Pull every line that includes the word "down" from the data.
- Opening Delimiter -
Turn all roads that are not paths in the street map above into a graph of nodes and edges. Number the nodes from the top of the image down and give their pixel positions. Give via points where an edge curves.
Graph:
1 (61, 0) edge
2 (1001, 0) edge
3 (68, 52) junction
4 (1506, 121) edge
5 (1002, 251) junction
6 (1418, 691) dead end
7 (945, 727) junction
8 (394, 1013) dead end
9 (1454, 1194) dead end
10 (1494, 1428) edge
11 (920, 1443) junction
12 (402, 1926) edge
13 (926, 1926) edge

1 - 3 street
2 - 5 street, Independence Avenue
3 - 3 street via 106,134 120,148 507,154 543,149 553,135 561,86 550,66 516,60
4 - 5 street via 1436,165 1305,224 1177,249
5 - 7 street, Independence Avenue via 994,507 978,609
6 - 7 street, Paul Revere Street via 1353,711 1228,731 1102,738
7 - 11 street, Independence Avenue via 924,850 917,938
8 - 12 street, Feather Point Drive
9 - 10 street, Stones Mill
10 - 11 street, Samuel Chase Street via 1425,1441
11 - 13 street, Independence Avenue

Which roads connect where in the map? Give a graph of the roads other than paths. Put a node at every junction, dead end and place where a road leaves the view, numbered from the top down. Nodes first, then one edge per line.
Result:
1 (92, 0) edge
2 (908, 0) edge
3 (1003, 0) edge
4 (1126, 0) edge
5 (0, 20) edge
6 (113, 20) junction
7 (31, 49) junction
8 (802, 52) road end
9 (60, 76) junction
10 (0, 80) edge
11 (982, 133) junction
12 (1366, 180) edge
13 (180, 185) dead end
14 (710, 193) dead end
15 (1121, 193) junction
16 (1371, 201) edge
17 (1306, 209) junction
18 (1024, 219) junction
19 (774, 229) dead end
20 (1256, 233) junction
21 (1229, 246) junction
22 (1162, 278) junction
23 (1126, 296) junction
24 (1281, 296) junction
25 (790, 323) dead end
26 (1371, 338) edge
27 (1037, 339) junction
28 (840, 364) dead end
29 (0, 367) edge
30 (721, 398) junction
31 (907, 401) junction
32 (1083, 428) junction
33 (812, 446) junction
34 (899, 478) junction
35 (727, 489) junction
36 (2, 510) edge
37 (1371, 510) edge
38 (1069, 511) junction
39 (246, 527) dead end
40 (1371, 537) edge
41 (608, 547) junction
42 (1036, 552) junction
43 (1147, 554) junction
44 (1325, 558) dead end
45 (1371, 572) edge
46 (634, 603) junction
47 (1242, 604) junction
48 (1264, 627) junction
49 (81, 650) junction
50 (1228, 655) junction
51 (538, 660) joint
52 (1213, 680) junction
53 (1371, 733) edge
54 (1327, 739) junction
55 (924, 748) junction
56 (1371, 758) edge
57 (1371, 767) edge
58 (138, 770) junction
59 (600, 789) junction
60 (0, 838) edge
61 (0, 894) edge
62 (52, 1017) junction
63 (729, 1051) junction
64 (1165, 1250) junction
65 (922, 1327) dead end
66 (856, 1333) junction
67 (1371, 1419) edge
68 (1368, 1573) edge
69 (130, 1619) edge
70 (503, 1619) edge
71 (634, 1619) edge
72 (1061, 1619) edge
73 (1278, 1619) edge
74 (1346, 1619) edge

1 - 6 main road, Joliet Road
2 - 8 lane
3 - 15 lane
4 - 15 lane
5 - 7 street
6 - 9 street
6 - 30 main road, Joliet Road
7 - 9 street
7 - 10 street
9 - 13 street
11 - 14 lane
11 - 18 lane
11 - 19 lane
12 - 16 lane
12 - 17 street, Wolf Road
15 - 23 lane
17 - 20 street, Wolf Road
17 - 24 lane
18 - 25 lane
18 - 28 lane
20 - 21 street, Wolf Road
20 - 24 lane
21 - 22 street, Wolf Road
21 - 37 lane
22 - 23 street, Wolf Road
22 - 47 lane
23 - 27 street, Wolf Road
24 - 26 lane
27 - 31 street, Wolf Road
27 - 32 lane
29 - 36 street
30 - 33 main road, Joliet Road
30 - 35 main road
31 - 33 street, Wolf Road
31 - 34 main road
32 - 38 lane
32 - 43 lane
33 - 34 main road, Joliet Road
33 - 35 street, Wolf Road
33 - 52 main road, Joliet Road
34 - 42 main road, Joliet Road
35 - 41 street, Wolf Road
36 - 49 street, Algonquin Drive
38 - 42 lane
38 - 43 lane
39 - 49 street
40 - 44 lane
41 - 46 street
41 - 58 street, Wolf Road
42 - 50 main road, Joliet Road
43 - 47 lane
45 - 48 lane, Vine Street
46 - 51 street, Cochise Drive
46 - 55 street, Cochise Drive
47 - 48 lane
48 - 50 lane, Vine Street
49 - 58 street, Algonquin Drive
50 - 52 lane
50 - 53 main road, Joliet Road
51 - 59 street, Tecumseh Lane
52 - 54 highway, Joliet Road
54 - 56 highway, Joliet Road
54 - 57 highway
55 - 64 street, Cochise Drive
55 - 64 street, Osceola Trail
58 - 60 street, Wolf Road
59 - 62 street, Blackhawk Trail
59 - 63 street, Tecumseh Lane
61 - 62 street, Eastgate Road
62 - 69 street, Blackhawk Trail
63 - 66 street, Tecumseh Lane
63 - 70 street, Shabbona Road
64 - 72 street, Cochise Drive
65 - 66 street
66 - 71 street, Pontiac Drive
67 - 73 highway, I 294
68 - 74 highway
- Closing Delimiter -
Exercise response:
Turn all roads that are not paths in the street map above into a graph of nodes and edges. Number the nodes from the top of the image down and give their pixel positions. Give via points where an edge curves.
Which roads connect where in the map? Give a graph of the roads other than paths. Put a node at every junction, dead end and place where a road leaves the view, numbered from the top down. Nodes first, then one edge per line.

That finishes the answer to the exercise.